I think it's interesting that some reviewers have criticised the actors for being too concerned with their image. Personally I thought one of the central jokes (if not THE central joke) of the mighty boosh was that EVERYONE is concerned with their image, and you can either admit it, preen yourself, and revel in how fabulous you look (like Vince) or you can deny it in pursuit of an elusive higher truth which (according to the show) always gets away from you and leaves you in the soup (like Howard).

This is classic double-act stuff (the vain, shallow one and the insecure, pretentious one) and these are two actors who are at home with each other and pull it off well. The supporting cast do their job very well, and Barrett and Fielding's bizarre side characters provide good, if brief, displays of their range as comic actors.

The sets in the mighty boosh are unashamedly low-budget and as far as I can tell none of it was shot on location.

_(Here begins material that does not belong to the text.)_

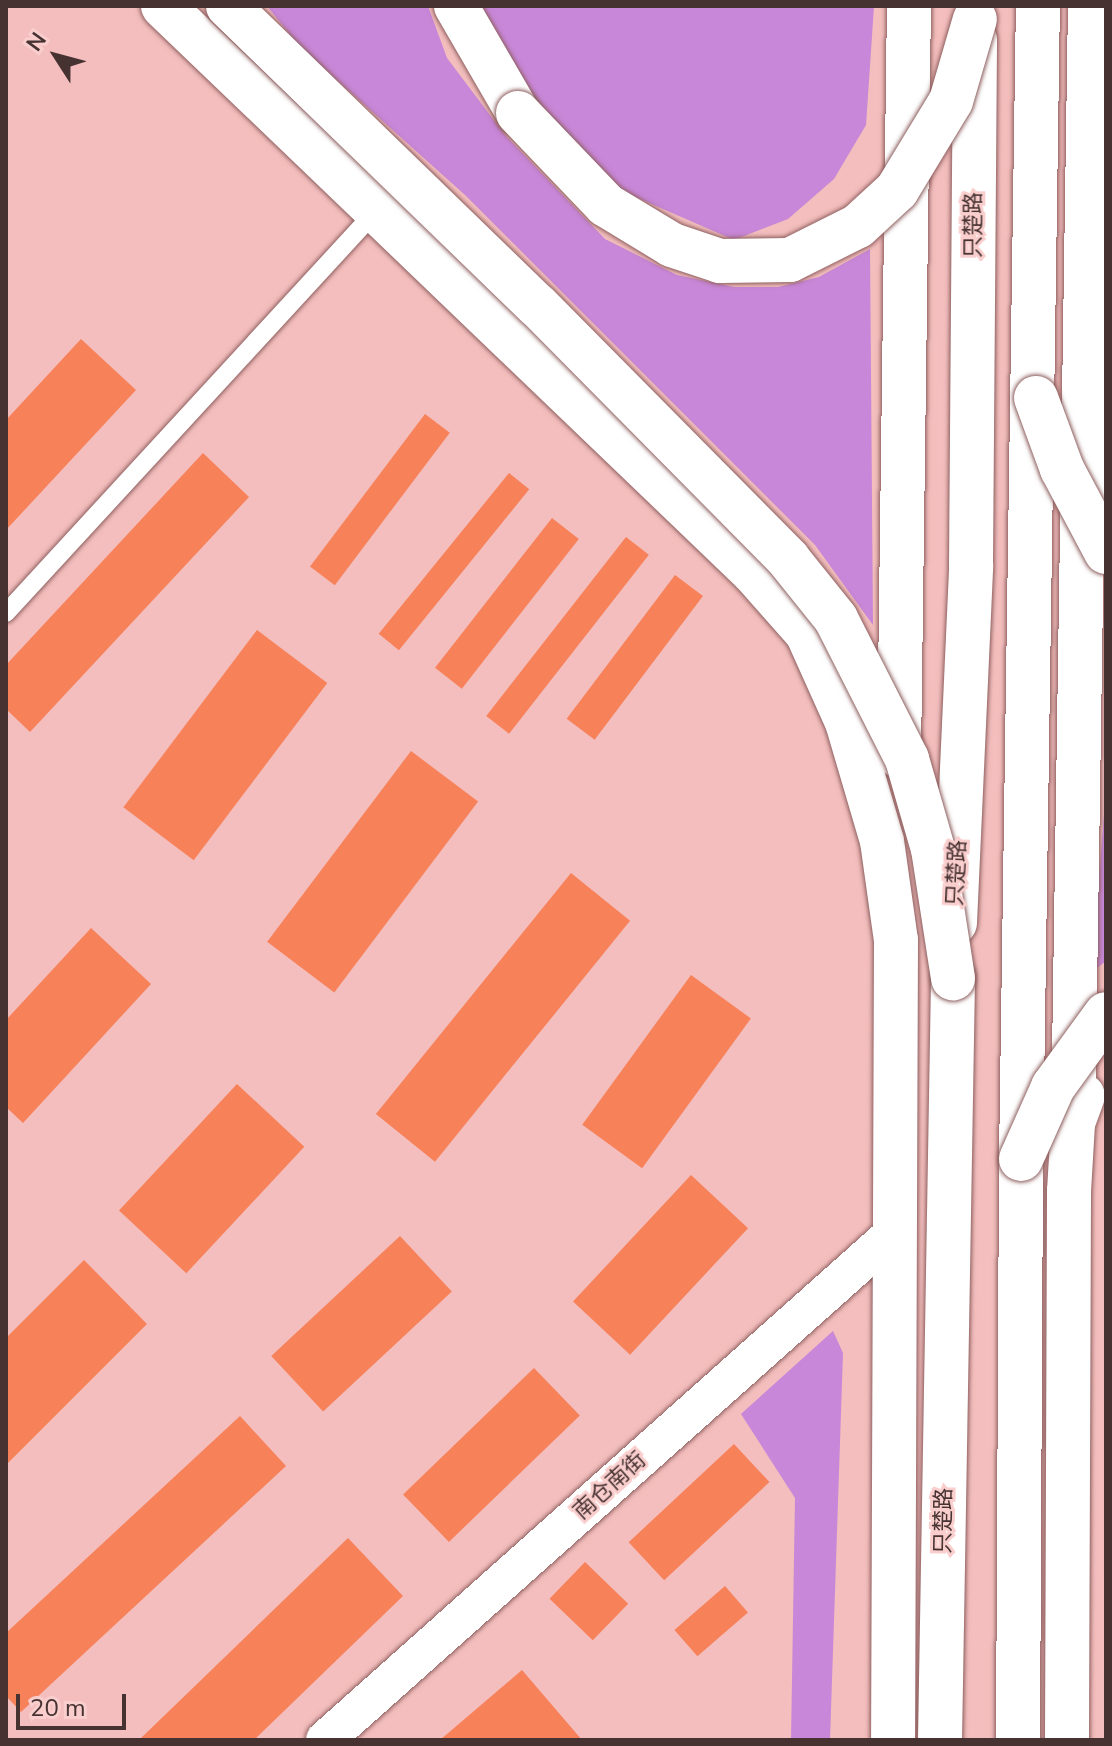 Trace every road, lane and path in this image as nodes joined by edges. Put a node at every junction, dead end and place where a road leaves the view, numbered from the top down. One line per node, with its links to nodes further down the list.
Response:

This (along with the curtain-up style intro which the two main characters perform (in character)at the beginning of each episode) serves to give the whole thing a thick layer of romantic irony, which neatly bridges the gap between the surreal train ride of the plot and the often mundane, very naturalistic exchanges between Howard and Vince.

In summary, the more I get into this show the more I love it for what it is; a well-crafted sloppy jelly of mixed ideas, held together with sound-acting-glue and peppered with quotable one-liners. It grows on you like cheese, which is a kind of meat, a tasty yellow beef.

That's the end of the review, but is it really the end?